Daily Archives: November 11, 2016

Restoring the fourth Classic Find – a Jost’s Supreme Diamond Shank bent billiard


Blog by Steve Laug

I written about the estate lot that my brother and I purchased from an estate sale in Pocatello, Idaho. There were a lot of great pipes in the lot. I have written about the pipes we picked up in a previous blog: (https://rebornpipes.com/2016/10/07/a-good-day-hunting-orchestrated-between-british-columbia-and-idaho/). I also wrote of how my brother had stopped at an antique shop and found four amazing pipes. These included a Four Dot Sasieni Pembroke with a patent number, Pat.No. 150221/20, a Dunhill Root Briar Canadian EC 4R, a Charatan’s Make Canadian Sandblast 0121 and finally a Jost’s Supreme Diamond Shank bent billiard. I have restored and written blogs on three of the four pipes he found – Sasieni, Dunhill and the Charatan’s Make. Here are those links: (https://rebornpipes.com/2016/11/05/restoring-a-classic-find-a-sasieni-four-dot-london-made-pembroke/ ; https://rebornpipes.com/2016/11/06/restoring-another-classic-find-a-dunhill-4r-root-briar-canadian-ec/ ; and https://rebornpipes.com/2016/11/06/restoring-the-third-classic-find-a-charatans-make-0120-canadian/.  I am now finished with the fourth pipe that –  the Jost’s Supreme diamond shank bent billiard.
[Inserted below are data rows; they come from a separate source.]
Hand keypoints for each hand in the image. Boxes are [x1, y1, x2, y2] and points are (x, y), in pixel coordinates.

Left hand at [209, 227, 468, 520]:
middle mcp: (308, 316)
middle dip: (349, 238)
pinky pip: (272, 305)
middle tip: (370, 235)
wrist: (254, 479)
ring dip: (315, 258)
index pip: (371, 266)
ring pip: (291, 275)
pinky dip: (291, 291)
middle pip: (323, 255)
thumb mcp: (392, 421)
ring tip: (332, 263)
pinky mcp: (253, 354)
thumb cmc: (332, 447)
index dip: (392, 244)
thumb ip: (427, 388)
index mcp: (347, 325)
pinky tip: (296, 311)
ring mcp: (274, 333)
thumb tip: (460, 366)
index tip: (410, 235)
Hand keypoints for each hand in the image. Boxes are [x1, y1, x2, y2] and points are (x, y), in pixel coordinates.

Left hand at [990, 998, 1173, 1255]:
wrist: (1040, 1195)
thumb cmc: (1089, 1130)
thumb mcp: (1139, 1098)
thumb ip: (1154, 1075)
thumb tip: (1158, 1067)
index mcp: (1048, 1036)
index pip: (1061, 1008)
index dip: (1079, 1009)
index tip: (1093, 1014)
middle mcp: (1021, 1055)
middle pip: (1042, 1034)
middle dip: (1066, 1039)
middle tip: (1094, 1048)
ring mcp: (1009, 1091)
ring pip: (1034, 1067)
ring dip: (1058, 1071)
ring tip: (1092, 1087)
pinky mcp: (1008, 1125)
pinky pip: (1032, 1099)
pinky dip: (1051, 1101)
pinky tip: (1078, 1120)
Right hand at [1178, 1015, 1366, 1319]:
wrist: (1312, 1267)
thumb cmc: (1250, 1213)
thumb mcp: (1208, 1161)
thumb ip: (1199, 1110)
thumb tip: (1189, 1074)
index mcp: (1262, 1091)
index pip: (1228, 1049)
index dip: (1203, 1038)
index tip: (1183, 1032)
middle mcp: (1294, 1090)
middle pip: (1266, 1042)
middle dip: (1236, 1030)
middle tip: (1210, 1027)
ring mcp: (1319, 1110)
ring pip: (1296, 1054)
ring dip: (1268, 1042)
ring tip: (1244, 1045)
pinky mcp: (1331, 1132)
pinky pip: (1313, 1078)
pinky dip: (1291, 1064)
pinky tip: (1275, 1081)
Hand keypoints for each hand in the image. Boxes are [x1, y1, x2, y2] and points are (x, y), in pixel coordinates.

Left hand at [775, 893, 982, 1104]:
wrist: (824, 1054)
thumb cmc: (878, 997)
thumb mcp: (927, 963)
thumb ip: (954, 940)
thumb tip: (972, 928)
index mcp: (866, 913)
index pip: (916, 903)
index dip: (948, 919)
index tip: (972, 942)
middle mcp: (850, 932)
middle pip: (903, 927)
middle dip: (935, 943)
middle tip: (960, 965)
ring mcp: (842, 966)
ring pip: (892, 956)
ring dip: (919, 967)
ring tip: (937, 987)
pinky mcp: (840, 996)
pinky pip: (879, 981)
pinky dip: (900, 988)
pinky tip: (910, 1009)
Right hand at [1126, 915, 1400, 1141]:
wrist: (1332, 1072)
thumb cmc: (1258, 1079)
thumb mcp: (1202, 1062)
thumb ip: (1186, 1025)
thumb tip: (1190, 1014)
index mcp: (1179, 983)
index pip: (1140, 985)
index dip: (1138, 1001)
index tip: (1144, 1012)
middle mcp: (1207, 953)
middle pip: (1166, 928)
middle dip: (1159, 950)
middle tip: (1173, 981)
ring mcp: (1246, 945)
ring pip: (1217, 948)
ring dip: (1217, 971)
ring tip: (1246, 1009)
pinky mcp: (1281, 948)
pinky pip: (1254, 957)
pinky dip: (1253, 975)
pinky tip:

In earlier blogs I have written about restoring another Jost’s pipe that I found. When I restored that pipe it was a brand I had heard of but was unfamiliar with. I researched the web to find some information about the brand. Here is a link to the blog I wrote on the Jost’s Olde English Deluxe: https://rebornpipes.com/2016/09/03/josts-olde-english-de-luxesupreme-overstamped-j214-bent-billiard/. I am quoting several of the paragraphs that summarize what I learned about the brand.

I looked up Jost’s pipes on the pipephil site and found a pipe that had the same stamping on the left side of the shank as the one I was working on. The right side had slightly different stamping in that it had the classic COM stamp circle where the one I had was two lines Made in over England. It also had a picture of the circle J stamp on the stem. There was a note there the tobacco shop proprietor was Mrs. Henry A. Jost. Her resident carver was Harvey Raspberry.”

I also found a blog that is called ClassicPipeShop that even had a catalogue of the pipes made by the Jost’s Shop or were imported by them for their store. I quote that blog once more as it places the new pipe that I am working on now.

“I did some more hunting online and I found a blog that did a great write up on Jost’s Pipe Shop and gave some definitive information on the brand and grades of the pipes. Here is the link if you wish to read a well written history of the brand and also some interesting details about shop blends of tobacco. http://classicpipeshop.blogspot.ca/2015/03/josts-pipe-shop-201-north-6th-street-st.html

 “I have included the section of the blog on the pipes. It covers a lot of information regarding the source of the pipes and the levels/grades of pipes. Remember that the one I am working on is a De Luxe/Supreme. I quote:”

“Jost’s Pipes are closely tied to Comoy’s. Many of Jost’s pipes have the standard Comoy’s shape number and the “Made in England” in a circle. If the Jost’s pipe doesn’t have the “Made in England” it is probably made by Harvey Raspberry.”

jost“If the pipe has a shape number that is preceded by a “J” that is a Comoy’s product without question.  Typically these will have the words “Made in London England” on the reverse side of the shank from where the Jost stamp is made.  There are always exceptions to the rule but 95% of the time, this is accurate.”

“Many different levels of pipes were offered by Jost’s Pipe Shop.  From a 1950s catalog I have the following available:”

Jost Old English De Luxe: $85.00

These were typically of the highest… Grain is stunning and the briar is flawless.  These are the grade you should look out for as they are great smokers.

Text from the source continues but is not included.